The degradation of the phenylcoumaran substructure model compound methyl dehydrodiconiferyl alcohol by the white-rot wood decay fungus Phanerochaete chrysosporium was investigated using culture conditions optimized for lignin oxidation. Initial attack was in the cinnamyl alcohol side chain, which was oxidized to a glycerol structure. This was subsequently converted by loss of the two terminal carbon atoms, Cβ′ and Cγ′, to yield a Cα′-aldehyde structure, which was further oxidized to the Cα′-acid compound.
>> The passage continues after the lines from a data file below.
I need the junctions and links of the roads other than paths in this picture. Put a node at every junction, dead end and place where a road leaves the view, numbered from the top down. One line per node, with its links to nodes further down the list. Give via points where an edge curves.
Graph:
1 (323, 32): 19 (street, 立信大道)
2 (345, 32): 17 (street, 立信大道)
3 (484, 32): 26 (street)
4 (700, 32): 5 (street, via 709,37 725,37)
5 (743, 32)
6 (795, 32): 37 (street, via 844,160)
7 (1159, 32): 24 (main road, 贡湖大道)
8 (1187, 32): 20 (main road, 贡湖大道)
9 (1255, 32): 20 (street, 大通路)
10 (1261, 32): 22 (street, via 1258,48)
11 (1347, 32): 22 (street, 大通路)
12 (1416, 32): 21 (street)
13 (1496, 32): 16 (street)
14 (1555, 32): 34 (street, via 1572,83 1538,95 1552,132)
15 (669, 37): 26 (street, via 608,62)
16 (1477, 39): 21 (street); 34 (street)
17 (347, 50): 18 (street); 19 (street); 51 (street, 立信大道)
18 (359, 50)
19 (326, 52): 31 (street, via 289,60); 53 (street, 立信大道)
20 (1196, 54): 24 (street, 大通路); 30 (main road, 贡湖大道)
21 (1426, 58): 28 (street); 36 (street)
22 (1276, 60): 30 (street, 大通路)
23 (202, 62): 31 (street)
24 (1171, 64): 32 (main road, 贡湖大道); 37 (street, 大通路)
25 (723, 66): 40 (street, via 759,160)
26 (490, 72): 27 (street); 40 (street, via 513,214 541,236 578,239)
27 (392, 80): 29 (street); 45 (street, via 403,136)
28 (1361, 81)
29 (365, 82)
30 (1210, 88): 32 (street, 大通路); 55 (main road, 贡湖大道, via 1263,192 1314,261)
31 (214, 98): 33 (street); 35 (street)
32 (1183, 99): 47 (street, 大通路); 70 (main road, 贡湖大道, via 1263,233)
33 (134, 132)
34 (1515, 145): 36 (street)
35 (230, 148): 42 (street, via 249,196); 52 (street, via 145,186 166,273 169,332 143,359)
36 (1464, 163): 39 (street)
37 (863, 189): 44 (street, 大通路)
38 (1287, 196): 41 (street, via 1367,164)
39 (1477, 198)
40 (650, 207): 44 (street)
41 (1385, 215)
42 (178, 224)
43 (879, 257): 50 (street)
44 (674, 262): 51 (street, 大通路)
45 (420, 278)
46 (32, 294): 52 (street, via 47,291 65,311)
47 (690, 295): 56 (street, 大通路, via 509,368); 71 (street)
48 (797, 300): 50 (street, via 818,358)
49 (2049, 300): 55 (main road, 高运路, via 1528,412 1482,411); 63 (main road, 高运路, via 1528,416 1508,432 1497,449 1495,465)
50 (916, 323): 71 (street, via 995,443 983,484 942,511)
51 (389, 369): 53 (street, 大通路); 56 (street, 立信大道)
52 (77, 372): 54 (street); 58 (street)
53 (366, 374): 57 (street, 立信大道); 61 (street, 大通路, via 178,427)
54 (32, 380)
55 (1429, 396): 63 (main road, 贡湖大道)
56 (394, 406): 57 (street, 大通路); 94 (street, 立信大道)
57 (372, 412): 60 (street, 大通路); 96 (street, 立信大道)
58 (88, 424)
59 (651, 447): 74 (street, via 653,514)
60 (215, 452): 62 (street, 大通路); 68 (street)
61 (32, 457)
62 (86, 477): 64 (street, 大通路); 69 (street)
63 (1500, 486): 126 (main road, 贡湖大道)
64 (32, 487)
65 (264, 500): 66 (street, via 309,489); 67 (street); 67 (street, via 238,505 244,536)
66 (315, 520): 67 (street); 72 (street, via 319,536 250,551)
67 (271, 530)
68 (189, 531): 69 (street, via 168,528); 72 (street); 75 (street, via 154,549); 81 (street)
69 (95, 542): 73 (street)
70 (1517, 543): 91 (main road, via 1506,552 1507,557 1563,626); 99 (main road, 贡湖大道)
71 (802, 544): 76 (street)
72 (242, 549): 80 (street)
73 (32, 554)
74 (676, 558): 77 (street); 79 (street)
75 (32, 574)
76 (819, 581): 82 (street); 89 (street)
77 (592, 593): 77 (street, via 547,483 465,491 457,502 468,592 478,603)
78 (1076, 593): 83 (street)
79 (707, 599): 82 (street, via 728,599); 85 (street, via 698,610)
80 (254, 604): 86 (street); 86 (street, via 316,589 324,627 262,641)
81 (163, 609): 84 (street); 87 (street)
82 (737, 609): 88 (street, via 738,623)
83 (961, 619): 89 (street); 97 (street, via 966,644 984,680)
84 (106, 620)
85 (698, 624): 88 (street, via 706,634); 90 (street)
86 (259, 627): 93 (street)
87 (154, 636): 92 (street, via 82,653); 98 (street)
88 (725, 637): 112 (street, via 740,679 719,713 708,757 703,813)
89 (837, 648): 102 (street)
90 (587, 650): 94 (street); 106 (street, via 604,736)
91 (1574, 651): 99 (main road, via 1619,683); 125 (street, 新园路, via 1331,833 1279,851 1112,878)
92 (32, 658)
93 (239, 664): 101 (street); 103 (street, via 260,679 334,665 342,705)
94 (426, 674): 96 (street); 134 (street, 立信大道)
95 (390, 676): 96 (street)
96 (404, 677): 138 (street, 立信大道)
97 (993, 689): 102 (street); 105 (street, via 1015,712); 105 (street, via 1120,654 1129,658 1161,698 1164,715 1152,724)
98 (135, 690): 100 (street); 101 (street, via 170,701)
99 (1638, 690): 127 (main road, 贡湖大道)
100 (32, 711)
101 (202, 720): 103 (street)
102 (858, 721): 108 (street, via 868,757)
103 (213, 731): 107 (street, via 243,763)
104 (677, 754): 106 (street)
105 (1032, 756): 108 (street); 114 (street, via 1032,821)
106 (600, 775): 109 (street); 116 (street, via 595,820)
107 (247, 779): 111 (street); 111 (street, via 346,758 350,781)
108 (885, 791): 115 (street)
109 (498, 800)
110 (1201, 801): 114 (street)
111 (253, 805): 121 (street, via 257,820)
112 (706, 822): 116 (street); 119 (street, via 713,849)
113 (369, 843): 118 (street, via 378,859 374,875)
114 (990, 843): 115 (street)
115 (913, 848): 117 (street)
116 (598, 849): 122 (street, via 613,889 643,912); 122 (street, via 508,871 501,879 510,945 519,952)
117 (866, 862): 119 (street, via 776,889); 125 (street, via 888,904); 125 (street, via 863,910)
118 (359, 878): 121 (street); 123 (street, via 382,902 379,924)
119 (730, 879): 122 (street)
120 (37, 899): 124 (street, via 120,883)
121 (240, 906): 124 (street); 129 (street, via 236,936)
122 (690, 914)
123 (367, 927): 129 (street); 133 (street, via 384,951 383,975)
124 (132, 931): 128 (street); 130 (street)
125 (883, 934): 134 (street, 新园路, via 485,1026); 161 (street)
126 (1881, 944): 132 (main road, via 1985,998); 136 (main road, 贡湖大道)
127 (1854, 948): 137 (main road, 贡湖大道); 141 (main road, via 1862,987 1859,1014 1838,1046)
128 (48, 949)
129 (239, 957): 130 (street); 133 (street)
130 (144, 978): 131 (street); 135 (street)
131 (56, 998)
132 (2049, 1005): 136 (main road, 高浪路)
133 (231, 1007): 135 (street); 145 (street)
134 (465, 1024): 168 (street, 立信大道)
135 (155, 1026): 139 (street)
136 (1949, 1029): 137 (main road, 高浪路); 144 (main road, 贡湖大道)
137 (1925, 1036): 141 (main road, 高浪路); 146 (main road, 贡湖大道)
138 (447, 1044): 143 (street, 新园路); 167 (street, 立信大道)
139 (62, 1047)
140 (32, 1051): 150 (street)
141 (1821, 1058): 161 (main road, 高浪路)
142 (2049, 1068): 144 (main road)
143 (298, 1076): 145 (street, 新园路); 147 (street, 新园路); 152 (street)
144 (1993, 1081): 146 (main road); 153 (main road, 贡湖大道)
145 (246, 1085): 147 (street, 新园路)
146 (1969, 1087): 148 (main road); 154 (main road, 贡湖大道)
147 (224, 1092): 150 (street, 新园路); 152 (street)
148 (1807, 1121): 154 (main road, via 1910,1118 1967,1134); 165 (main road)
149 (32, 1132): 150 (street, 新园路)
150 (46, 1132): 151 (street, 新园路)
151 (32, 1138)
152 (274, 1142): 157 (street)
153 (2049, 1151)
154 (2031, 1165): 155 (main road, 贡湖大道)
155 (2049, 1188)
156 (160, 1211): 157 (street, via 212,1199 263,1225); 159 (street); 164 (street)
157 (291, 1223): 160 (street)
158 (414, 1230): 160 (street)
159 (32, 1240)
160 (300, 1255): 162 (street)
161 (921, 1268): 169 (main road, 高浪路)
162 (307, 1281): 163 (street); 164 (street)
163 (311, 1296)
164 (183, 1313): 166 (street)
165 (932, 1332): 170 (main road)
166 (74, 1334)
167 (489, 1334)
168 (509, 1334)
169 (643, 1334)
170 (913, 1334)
The next detected intermediate, a phenylcoumarone, was produced by double bond formation between Cα and Cβ, and oxidation of the Cγ-alcohol to an aldehyde group. Further oxidation of Cγ to an acid yielded the next intermediate. The final identified degradation product was veratric acid. No products from the 5-substituted aromatic ring, and no phenolic products, were found. The initial glycerol-containing intermediate was a mixture of the threo and erythro forms, and no optical activity could be found, suggesting that its formation might have involved nonstereospecific Cα′-Cβ′ epoxidation followed by non-enzymatic hydrolysis of the epoxide.